MLS 30 - Chicago Fire

EDITOR'S NOTE: In celebration of Major League Soccer's 30th season, MLSsoccer.com is exploring untold stories about all 30 clubs. "30 Clubs, 30 Stories" will be unveiled throughout 2025.

When Mauricio Pineda was young, his soccer-obsessed father would take his kids anywhere he could find in Chicagoland to get the ball at their feet.

“He would take us to the park or wherever he could find space for us to play. He’d be training us there,” Pineda remembers.

The dedication paid off. Mauricio is currently a midfielder for Chicago Fire FC. His older brother Victor played for the team in the 2010s after signing as the first-ever homegrown player in the club’s history. But both look at their younger brother, current Fire academy player Oscar, and have to laugh. He doesn’t know how good he has it.

“It’s funny to see my younger brother training here in this training facility now because I could only imagine being an academy player and showing up to this facility,” Mauricio said.

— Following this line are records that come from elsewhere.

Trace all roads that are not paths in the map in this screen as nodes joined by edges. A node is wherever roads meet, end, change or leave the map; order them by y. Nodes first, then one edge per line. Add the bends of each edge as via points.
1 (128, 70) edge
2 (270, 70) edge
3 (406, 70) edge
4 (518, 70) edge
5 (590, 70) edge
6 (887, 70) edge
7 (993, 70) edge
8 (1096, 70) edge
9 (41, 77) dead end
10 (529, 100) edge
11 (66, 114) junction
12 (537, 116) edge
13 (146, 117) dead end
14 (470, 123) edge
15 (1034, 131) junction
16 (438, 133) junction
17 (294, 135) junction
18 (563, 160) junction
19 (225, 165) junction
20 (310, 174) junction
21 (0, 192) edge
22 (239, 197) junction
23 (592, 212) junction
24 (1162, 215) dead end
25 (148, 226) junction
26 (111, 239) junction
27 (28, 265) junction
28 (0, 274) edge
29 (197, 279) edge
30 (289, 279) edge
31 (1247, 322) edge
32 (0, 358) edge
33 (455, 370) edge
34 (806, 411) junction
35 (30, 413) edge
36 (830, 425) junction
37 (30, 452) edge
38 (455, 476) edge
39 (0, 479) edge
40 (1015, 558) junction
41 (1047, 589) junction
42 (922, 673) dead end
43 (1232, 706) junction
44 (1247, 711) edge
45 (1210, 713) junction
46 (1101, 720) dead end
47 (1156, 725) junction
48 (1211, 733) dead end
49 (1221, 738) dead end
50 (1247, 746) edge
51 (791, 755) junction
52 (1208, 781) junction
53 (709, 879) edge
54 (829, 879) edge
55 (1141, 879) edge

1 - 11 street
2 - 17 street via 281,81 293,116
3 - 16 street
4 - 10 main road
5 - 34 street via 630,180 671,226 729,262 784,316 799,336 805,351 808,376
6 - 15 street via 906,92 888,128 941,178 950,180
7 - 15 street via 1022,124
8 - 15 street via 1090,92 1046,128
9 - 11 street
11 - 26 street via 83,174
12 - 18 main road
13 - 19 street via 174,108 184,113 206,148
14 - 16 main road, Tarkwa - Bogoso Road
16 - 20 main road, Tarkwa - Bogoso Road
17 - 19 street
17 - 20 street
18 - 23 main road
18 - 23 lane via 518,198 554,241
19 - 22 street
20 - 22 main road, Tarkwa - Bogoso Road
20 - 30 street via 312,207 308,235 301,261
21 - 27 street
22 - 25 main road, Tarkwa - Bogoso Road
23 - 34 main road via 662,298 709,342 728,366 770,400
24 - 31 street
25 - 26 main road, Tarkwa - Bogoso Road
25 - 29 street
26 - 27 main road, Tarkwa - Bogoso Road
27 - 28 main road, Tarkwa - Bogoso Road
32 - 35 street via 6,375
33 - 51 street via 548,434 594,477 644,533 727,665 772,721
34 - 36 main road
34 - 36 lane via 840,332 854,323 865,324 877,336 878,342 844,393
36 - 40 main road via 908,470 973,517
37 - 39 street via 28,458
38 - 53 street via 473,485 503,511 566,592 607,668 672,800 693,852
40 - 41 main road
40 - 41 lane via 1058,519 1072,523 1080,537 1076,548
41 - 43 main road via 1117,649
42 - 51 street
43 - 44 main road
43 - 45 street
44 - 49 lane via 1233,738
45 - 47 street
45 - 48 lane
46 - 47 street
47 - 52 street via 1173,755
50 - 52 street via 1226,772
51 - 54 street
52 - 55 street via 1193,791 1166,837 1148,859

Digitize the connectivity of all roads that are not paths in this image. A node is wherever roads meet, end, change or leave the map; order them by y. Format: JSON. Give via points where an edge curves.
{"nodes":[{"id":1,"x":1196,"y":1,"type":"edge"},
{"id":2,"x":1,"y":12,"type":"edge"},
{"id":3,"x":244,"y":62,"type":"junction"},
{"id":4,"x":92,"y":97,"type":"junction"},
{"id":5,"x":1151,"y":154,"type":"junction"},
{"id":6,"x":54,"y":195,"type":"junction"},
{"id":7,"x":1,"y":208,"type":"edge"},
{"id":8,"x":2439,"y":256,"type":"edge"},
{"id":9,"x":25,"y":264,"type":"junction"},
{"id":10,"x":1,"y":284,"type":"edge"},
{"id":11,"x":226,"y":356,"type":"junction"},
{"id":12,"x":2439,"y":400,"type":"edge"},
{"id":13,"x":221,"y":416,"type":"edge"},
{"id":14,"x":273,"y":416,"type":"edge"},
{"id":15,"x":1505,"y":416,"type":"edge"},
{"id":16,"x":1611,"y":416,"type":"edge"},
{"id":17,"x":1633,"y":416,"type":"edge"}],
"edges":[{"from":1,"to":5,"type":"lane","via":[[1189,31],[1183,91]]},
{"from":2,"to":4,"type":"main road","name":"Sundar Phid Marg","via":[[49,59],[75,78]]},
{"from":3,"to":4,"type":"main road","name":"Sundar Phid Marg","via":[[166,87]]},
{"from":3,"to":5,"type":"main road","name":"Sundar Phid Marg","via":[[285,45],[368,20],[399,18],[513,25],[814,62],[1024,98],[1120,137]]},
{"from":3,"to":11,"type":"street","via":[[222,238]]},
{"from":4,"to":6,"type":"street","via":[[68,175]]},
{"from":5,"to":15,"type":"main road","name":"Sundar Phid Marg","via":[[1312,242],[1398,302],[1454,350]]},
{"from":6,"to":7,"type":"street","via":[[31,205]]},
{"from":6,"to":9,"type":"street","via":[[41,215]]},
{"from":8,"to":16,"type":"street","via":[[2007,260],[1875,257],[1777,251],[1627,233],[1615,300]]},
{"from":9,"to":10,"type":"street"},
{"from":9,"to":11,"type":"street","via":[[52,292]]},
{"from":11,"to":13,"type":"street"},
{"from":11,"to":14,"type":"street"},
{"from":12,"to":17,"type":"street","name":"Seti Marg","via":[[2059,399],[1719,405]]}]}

Mauricio and Oscar now train at the Endeavor Health Performance Center, the Fire’s new training complex that opened in Chicago in March. The facility provides everything clubs want to get an edge on the competition in 2025. It features five full-size fields, a fitness center, lounges, dining areas where players can eat breakfast or have a snack together, classrooms for academy players, a film room, cryotherapy and plenty more to help players improve or unwind.

Beyond the amenities, it represents the club’s ambition: The desire to connect with the city, giving Chicago a team to proudly call its own.

“It’s a place players actually want to be at. You come to training and want to stay here. They really make this our second home and a place we want to be and get better,” Pineda said. “It helps it has a view of the Chicago skyline. You see that every day and really grasp what you’re playing for … the beautiful city we represent every time we put the jersey on.”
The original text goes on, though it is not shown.